WHAT YOU ARE ASKED TO DO
For this exercise, write each entry below out precisely and omit the pictures.

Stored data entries
+-------+
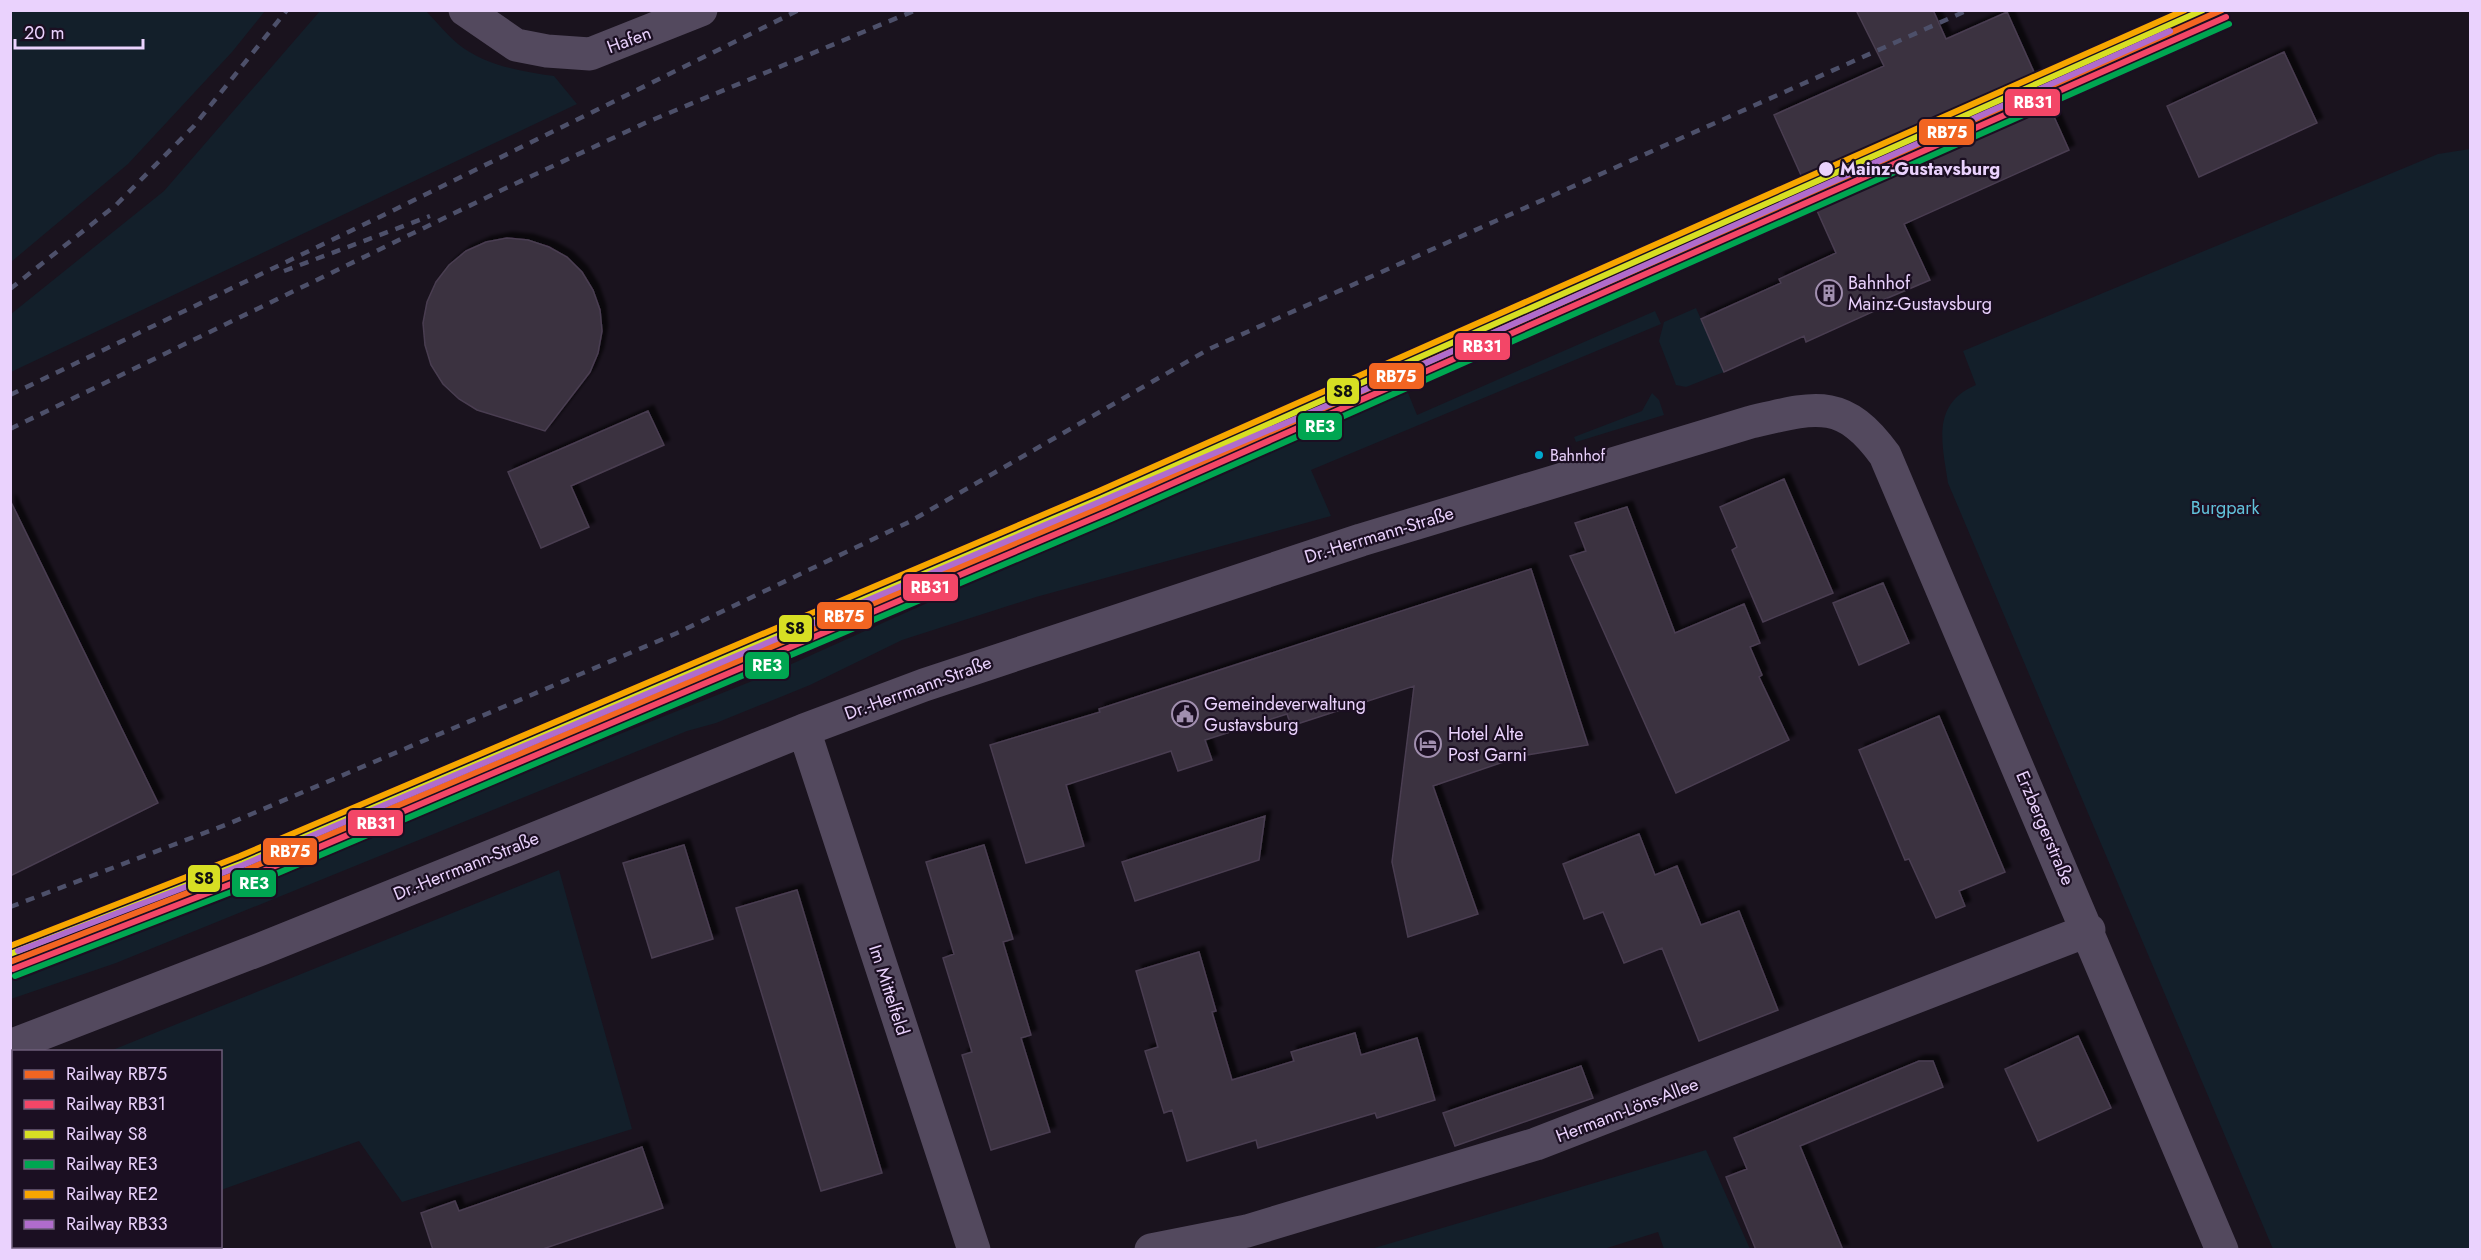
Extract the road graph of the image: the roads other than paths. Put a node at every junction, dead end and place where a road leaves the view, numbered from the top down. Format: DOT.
graph roads {
  1 [pos="465,10"];
  2 [pos="701,10"];
  3 [pos="1849,418"];
  4 [pos="804,730"];
  5 [pos="2089,930"];
  6 [pos="10,1046"];
  7 [pos="974,1250"];
  8 [pos="1151,1250"];
  9 [pos="2222,1250"];
  1 -- 2 [label="street, Hafen"];
  3 -- 4 [label="street, Dr.-Herrmann-Straße"];
  3 -- 5 [label="street, Erzbergerstraße"];
  4 -- 6 [label="street, Dr.-Herrmann-Straße"];
  4 -- 7 [label="street, Im Mittelfeld"];
  5 -- 8 [label="street, Hermann-Löns-Allee"];
  5 -- 9 [label="street, Erzbergerstraße"];
}
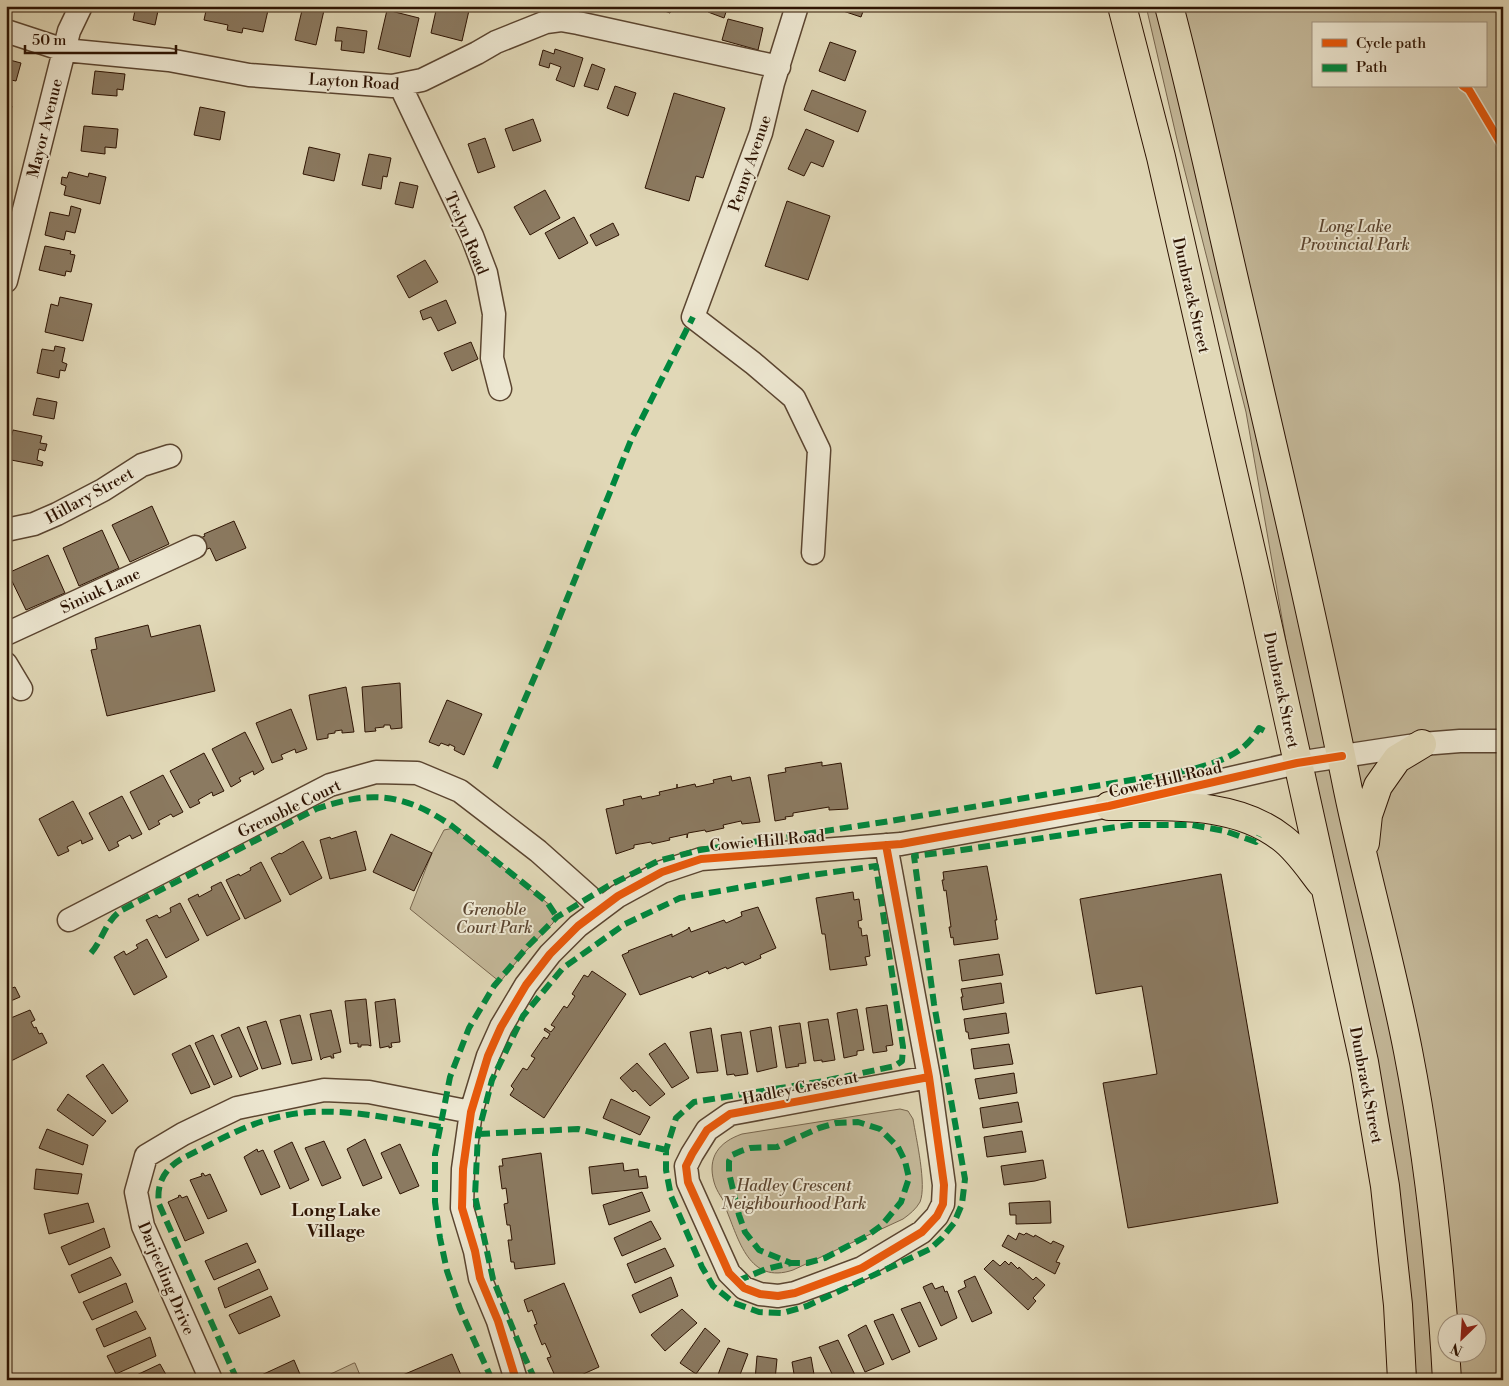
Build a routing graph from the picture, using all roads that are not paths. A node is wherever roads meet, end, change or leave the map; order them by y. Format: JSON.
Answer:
{"nodes":[{"id":1,"x":82,"y":6,"type":"edge"},
{"id":2,"x":797,"y":6,"type":"edge"},
{"id":3,"x":1122,"y":6,"type":"edge"},
{"id":4,"x":1169,"y":6,"type":"edge"},
{"id":5,"x":6,"y":31,"type":"edge"},
{"id":6,"x":64,"y":50,"type":"junction"},
{"id":7,"x":779,"y":67,"type":"junction"},
{"id":8,"x":400,"y":85,"type":"junction"},
{"id":9,"x":6,"y":281,"type":"edge"},
{"id":10,"x":500,"y":389,"type":"dead end"},
{"id":11,"x":170,"y":456,"type":"dead end"},
{"id":12,"x":6,"y":530,"type":"edge"},
{"id":13,"x":194,"y":547,"type":"dead end"},
{"id":14,"x":813,"y":553,"type":"dead end"},
{"id":15,"x":6,"y":634,"type":"edge"},
{"id":16,"x":6,"y":664,"type":"edge"},
{"id":17,"x":21,"y":689,"type":"dead end"},
{"id":18,"x":1503,"y":741,"type":"edge"},
{"id":19,"x":1422,"y":744,"type":"junction"},
{"id":20,"x":1342,"y":756,"type":"junction"},
{"id":21,"x":1298,"y":763,"type":"junction"},
{"id":22,"x":1108,"y":806,"type":"junction"},
{"id":23,"x":886,"y":845,"type":"junction"},
{"id":24,"x":1363,"y":859,"type":"junction"},
{"id":25,"x":1327,"y":892,"type":"junction"},
{"id":26,"x":602,"y":908,"type":"junction"},
{"id":27,"x":69,"y":920,"type":"dead end"},
{"id":28,"x":929,"y":1077,"type":"junction"},
{"id":29,"x":471,"y":1112,"type":"junction"},
{"id":30,"x":212,"y":1380,"type":"edge"},
{"id":31,"x":516,"y":1380,"type":"edge"},
{"id":32,"x":1402,"y":1380,"type":"edge"},
{"id":33,"x":1448,"y":1380,"type":"edge"}],
"edges":[{"from":1,"to":6,"type":"street","name":"Mayor Avenue"},
{"from":2,"to":7,"type":"street","name":"Penny Avenue"},
{"from":3,"to":21,"type":"main road","name":"Dunbrack Street"},
{"from":4,"to":20,"type":"main road"},
{"from":5,"to":6,"type":"street","name":"Layton Road"},
{"from":6,"to":8,"type":"street","name":"Layton Road"},
{"from":6,"to":9,"type":"street","name":"Mayor Avenue"},
{"from":7,"to":8,"type":"street","name":"Layton Road"},
{"from":7,"to":14,"type":"street","name":"Penny Avenue"},
{"from":8,"to":10,"type":"street","name":"Trelyn Road"},
{"from":11,"to":12,"type":"street","name":"Hillary Street"},
{"from":13,"to":15,"type":"street","name":"Siniuk Lane"},
{"from":16,"to":17,"type":"street"},
{"from":18,"to":19,"type":"street","name":"Cowie Hill Road"},
{"from":19,"to":20,"type":"street","name":"Cowie Hill Road"},
{"from":19,"to":24,"type":"main road"},
{"from":20,"to":21,"type":"street","name":"Cowie Hill Road"},
{"from":20,"to":24,"type":"main road"},
{"from":21,"to":22,"type":"street","name":"Cowie Hill Road"},
{"from":21,"to":25,"type":"main road","name":"Dunbrack Street"},
{"from":22,"to":23,"type":"street","name":"Cowie Hill Road"},
{"from":22,"to":25,"type":"main road"},
{"from":23,"to":26,"type":"street","name":"Cowie Hill Road"},
{"from":23,"to":28,"type":"street","name":"Hadley Crescent"},
{"from":24,"to":33,"type":"main road"},
{"from":25,"to":32,"type":"main road","name":"Dunbrack Street"},
{"from":26,"to":27,"type":"street","name":"Grenoble Court"},
{"from":26,"to":29,"type":"street","name":"Cowie Hill Road"},
{"from":28,"to":28,"type":"street","name":"Hadley Crescent"},
{"from":29,"to":30,"type":"street","name":"Darjeeling Drive"},
{"from":29,"to":31,"type":"street","name":"Cowie Hill Road"}]}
+-------+
ANSWER TO THE EXERCISE
Extract the road graph of the image: the roads other than paths. Put a node at every junction, dead end and place where a road leaves the view, numbered from the top down. Format: DOT.
graph roads {
  1 [pos="465,10"];
  2 [pos="701,10"];
  3 [pos="1849,418"];
  4 [pos="804,730"];
  5 [pos="2089,930"];
  6 [pos="10,1046"];
  7 [pos="974,1250"];
  8 [pos="1151,1250"];
  9 [pos="2222,1250"];
  1 -- 2 [label="street, Hafen"];
  3 -- 4 [label="street, Dr.-Herrmann-Straße"];
  3 -- 5 [label="street, Erzbergerstraße"];
  4 -- 6 [label="street, Dr.-Herrmann-Straße"];
  4 -- 7 [label="street, Im Mittelfeld"];
  5 -- 8 [label="street, Hermann-Löns-Allee"];
  5 -- 9 [label="street, Erzbergerstraße"];
}
Build a routing graph from the picture, using all roads that are not paths. A node is wherever roads meet, end, change or leave the map; order them by y. Format: JSON.
Answer:
{"nodes":[{"id":1,"x":82,"y":6,"type":"edge"},
{"id":2,"x":797,"y":6,"type":"edge"},
{"id":3,"x":1122,"y":6,"type":"edge"},
{"id":4,"x":1169,"y":6,"type":"edge"},
{"id":5,"x":6,"y":31,"type":"edge"},
{"id":6,"x":64,"y":50,"type":"junction"},
{"id":7,"x":779,"y":67,"type":"junction"},
{"id":8,"x":400,"y":85,"type":"junction"},
{"id":9,"x":6,"y":281,"type":"edge"},
{"id":10,"x":500,"y":389,"type":"dead end"},
{"id":11,"x":170,"y":456,"type":"dead end"},
{"id":12,"x":6,"y":530,"type":"edge"},
{"id":13,"x":194,"y":547,"type":"dead end"},
{"id":14,"x":813,"y":553,"type":"dead end"},
{"id":15,"x":6,"y":634,"type":"edge"},
{"id":16,"x":6,"y":664,"type":"edge"},
{"id":17,"x":21,"y":689,"type":"dead end"},
{"id":18,"x":1503,"y":741,"type":"edge"},
{"id":19,"x":1422,"y":744,"type":"junction"},
{"id":20,"x":1342,"y":756,"type":"junction"},
{"id":21,"x":1298,"y":763,"type":"junction"},
{"id":22,"x":1108,"y":806,"type":"junction"},
{"id":23,"x":886,"y":845,"type":"junction"},
{"id":24,"x":1363,"y":859,"type":"junction"},
{"id":25,"x":1327,"y":892,"type":"junction"},
{"id":26,"x":602,"y":908,"type":"junction"},
{"id":27,"x":69,"y":920,"type":"dead end"},
{"id":28,"x":929,"y":1077,"type":"junction"},
{"id":29,"x":471,"y":1112,"type":"junction"},
{"id":30,"x":212,"y":1380,"type":"edge"},
{"id":31,"x":516,"y":1380,"type":"edge"},
{"id":32,"x":1402,"y":1380,"type":"edge"},
{"id":33,"x":1448,"y":1380,"type":"edge"}],
"edges":[{"from":1,"to":6,"type":"street","name":"Mayor Avenue"},
{"from":2,"to":7,"type":"street","name":"Penny Avenue"},
{"from":3,"to":21,"type":"main road","name":"Dunbrack Street"},
{"from":4,"to":20,"type":"main road"},
{"from":5,"to":6,"type":"street","name":"Layton Road"},
{"from":6,"to":8,"type":"street","name":"Layton Road"},
{"from":6,"to":9,"type":"street","name":"Mayor Avenue"},
{"from":7,"to":8,"type":"street","name":"Layton Road"},
{"from":7,"to":14,"type":"street","name":"Penny Avenue"},
{"from":8,"to":10,"type":"street","name":"Trelyn Road"},
{"from":11,"to":12,"type":"street","name":"Hillary Street"},
{"from":13,"to":15,"type":"street","name":"Siniuk Lane"},
{"from":16,"to":17,"type":"street"},
{"from":18,"to":19,"type":"street","name":"Cowie Hill Road"},
{"from":19,"to":20,"type":"street","name":"Cowie Hill Road"},
{"from":19,"to":24,"type":"main road"},
{"from":20,"to":21,"type":"street","name":"Cowie Hill Road"},
{"from":20,"to":24,"type":"main road"},
{"from":21,"to":22,"type":"street","name":"Cowie Hill Road"},
{"from":21,"to":25,"type":"main road","name":"Dunbrack Street"},
{"from":22,"to":23,"type":"street","name":"Cowie Hill Road"},
{"from":22,"to":25,"type":"main road"},
{"from":23,"to":26,"type":"street","name":"Cowie Hill Road"},
{"from":23,"to":28,"type":"street","name":"Hadley Crescent"},
{"from":24,"to":33,"type":"main road"},
{"from":25,"to":32,"type":"main road","name":"Dunbrack Street"},
{"from":26,"to":27,"type":"street","name":"Grenoble Court"},
{"from":26,"to":29,"type":"street","name":"Cowie Hill Road"},
{"from":28,"to":28,"type":"street","name":"Hadley Crescent"},
{"from":29,"to":30,"type":"street","name":"Darjeeling Drive"},
{"from":29,"to":31,"type":"street","name":"Cowie Hill Road"}]}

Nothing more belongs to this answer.